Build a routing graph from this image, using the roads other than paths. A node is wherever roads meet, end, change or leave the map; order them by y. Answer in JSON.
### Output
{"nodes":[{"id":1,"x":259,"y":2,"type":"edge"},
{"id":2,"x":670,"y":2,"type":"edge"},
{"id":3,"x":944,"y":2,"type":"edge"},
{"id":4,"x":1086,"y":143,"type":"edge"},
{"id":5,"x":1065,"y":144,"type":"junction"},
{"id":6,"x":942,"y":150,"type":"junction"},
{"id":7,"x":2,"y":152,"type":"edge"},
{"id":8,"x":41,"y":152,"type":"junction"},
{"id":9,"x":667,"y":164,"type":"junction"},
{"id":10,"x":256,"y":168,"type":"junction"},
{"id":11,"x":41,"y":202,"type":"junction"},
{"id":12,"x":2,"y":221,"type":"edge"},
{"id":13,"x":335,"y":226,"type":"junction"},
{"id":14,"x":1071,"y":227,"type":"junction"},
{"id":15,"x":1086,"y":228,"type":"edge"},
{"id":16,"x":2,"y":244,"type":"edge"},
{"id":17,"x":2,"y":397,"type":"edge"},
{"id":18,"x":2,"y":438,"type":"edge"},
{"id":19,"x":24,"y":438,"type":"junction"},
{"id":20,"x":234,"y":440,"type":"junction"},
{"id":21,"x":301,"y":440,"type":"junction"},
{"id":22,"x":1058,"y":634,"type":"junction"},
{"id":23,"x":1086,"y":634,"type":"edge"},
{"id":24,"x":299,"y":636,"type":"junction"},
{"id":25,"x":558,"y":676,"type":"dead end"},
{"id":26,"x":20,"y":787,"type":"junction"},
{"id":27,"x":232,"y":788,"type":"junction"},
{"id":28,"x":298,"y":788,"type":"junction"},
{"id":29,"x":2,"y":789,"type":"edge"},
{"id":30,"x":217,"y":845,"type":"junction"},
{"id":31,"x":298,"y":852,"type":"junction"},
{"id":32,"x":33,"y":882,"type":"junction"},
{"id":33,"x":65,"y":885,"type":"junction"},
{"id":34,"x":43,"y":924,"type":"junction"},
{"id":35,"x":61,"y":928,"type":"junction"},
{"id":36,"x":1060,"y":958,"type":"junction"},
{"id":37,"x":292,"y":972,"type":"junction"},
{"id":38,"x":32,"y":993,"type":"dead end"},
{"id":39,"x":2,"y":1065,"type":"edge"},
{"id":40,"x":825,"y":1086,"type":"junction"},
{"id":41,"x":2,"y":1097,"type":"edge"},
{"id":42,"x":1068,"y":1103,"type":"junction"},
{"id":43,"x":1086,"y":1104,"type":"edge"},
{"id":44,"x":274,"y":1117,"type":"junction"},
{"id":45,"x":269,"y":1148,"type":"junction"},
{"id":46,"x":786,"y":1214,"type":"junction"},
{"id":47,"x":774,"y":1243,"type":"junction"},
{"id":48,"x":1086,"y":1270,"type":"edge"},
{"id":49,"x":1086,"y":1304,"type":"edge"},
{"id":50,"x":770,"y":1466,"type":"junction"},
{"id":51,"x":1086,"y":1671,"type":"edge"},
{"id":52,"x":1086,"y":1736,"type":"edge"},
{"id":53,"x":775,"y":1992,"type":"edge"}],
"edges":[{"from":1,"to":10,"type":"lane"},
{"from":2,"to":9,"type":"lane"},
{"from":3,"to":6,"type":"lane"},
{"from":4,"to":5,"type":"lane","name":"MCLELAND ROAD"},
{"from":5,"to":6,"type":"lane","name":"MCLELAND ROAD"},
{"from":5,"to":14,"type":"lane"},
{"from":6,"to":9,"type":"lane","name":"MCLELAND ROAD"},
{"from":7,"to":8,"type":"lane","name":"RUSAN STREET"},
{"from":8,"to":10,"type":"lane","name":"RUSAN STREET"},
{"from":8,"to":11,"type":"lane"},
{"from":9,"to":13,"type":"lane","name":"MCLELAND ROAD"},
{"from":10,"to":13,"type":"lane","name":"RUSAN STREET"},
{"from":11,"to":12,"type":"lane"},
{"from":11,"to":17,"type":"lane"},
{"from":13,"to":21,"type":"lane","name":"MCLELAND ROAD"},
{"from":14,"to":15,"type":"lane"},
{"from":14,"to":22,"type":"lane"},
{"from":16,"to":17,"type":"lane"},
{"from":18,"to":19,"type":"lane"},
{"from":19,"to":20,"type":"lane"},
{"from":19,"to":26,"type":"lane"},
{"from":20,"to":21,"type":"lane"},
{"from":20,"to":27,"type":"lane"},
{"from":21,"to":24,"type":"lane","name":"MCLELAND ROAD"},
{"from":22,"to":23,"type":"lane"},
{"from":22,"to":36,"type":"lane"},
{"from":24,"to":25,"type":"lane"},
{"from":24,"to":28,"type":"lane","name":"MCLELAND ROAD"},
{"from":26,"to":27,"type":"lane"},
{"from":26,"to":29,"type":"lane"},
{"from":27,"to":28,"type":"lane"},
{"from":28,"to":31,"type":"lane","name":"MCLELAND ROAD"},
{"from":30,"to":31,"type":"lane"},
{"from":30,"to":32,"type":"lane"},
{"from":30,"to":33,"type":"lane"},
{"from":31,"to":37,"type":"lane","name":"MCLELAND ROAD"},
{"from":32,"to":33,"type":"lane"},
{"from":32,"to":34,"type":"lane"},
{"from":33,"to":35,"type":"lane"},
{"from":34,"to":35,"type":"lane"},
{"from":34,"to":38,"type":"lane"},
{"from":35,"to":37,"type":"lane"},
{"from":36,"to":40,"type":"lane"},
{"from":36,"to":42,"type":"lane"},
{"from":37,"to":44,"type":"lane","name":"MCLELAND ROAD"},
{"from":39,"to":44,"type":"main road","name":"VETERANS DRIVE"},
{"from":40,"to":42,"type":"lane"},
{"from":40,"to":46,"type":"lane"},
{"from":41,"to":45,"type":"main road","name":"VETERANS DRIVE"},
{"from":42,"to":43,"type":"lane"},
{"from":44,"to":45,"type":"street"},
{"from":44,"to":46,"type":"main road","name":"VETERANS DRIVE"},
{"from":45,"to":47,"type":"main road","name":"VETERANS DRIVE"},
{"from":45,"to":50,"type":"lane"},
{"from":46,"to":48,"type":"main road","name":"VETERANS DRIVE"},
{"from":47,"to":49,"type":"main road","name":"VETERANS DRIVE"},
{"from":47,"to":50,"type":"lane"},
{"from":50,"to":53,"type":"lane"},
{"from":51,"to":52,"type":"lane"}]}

——————————

- **Work instruction**: Copy every line of the entries in which "dead" can be found.

- **Solution for this exercise**:
{"id":25,"x":558,"y":676,"type":"dead end"},
{"id":38,"x":32,"y":993,"type":"dead end"},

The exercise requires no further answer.